(INPUT DATA Opens)
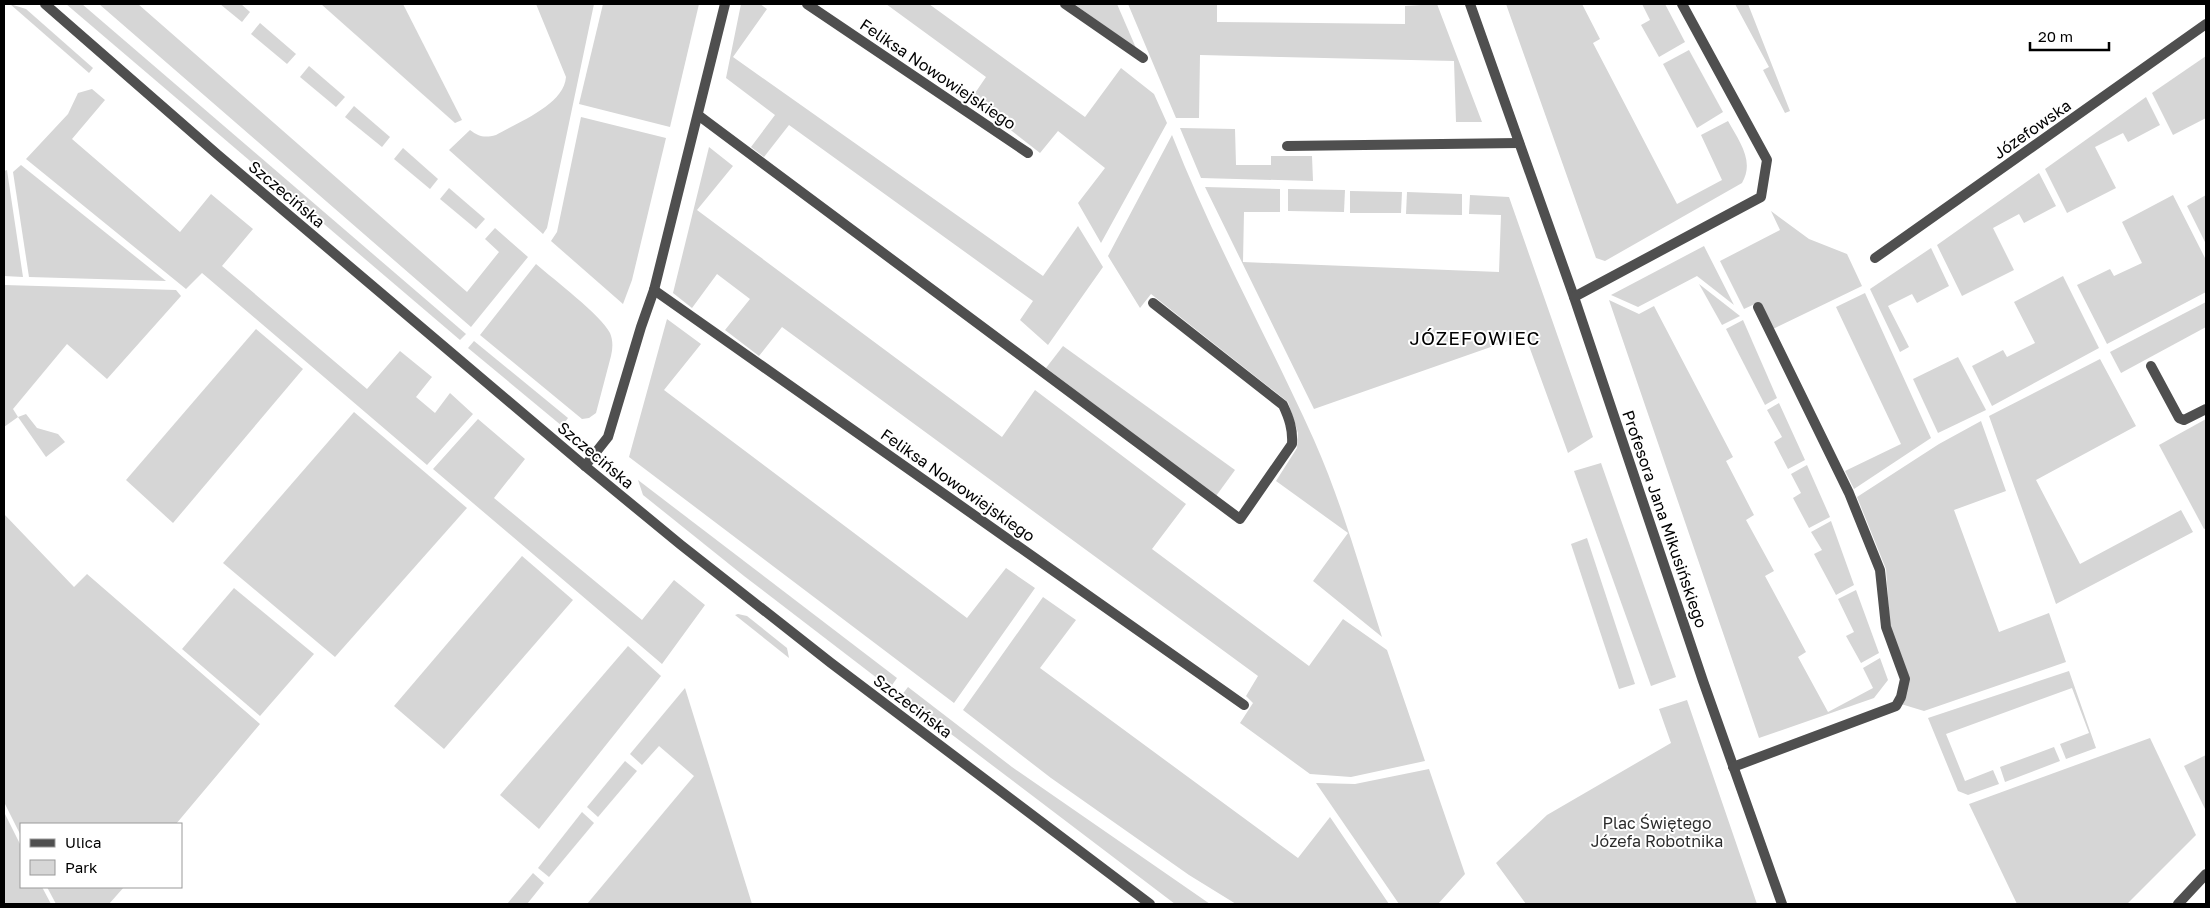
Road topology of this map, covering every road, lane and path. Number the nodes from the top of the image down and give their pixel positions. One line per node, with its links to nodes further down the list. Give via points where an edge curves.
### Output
1 (44, 4): 20 (street, Szczecińska)
2 (725, 4): 9 (street)
3 (807, 4): 12 (street, Feliksa Nowowiejskiego)
4 (1065, 4): 8 (street)
5 (1470, 4): 10 (street, Profesora Jana Mikusińskiego)
6 (1682, 4): 15 (street, via 1767,160 1761,197)
7 (2206, 24): 13 (street, Józefowska)
8 (1143, 58)
9 (698, 115): 14 (street); 16 (street, via 1240,519 1292,444 1293,431 1289,419 1283,405)
10 (1519, 143): 11 (street); 15 (street, Profesora Jana Mikusińskiego)
11 (1287, 146)
12 (1028, 153)
13 (1875, 258)
14 (654, 290): 20 (street, via 608,437); 21 (street, Feliksa Nowowiejskiego)
15 (1574, 297): 22 (street, Profesora Jana Mikusińskiego)
16 (1153, 303)
17 (1758, 307): 22 (street, via 1849,492 1880,570 1886,627 1905,679 1896,706)
18 (2151, 366): 19 (street, via 2179,418 2184,420)
19 (2206, 409)
20 (585, 466): 24 (street, Szczecińska, via 831,663)
21 (1244, 705)
22 (1733, 767): 25 (street, Profesora Jana Mikusińskiego)
23 (2206, 874): 26 (street)
24 (1150, 904)
25 (1782, 904)
26 (2178, 904)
(INPUT DATA Closes)
Copy out all of the entries exactly as they stand, with no pictures in your copy.

Road topology of this map, covering every road, lane and path. Number the nodes from the top of the image down and give their pixel positions. One line per node, with its links to nodes further down the list. Give via points where an edge curves.
### Output
1 (44, 4): 20 (street, Szczecińska)
2 (725, 4): 9 (street)
3 (807, 4): 12 (street, Feliksa Nowowiejskiego)
4 (1065, 4): 8 (street)
5 (1470, 4): 10 (street, Profesora Jana Mikusińskiego)
6 (1682, 4): 15 (street, via 1767,160 1761,197)
7 (2206, 24): 13 (street, Józefowska)
8 (1143, 58)
9 (698, 115): 14 (street); 16 (street, via 1240,519 1292,444 1293,431 1289,419 1283,405)
10 (1519, 143): 11 (street); 15 (street, Profesora Jana Mikusińskiego)
11 (1287, 146)
12 (1028, 153)
13 (1875, 258)
14 (654, 290): 20 (street, via 608,437); 21 (street, Feliksa Nowowiejskiego)
15 (1574, 297): 22 (street, Profesora Jana Mikusińskiego)
16 (1153, 303)
17 (1758, 307): 22 (street, via 1849,492 1880,570 1886,627 1905,679 1896,706)
18 (2151, 366): 19 (street, via 2179,418 2184,420)
19 (2206, 409)
20 (585, 466): 24 (street, Szczecińska, via 831,663)
21 (1244, 705)
22 (1733, 767): 25 (street, Profesora Jana Mikusińskiego)
23 (2206, 874): 26 (street)
24 (1150, 904)
25 (1782, 904)
26 (2178, 904)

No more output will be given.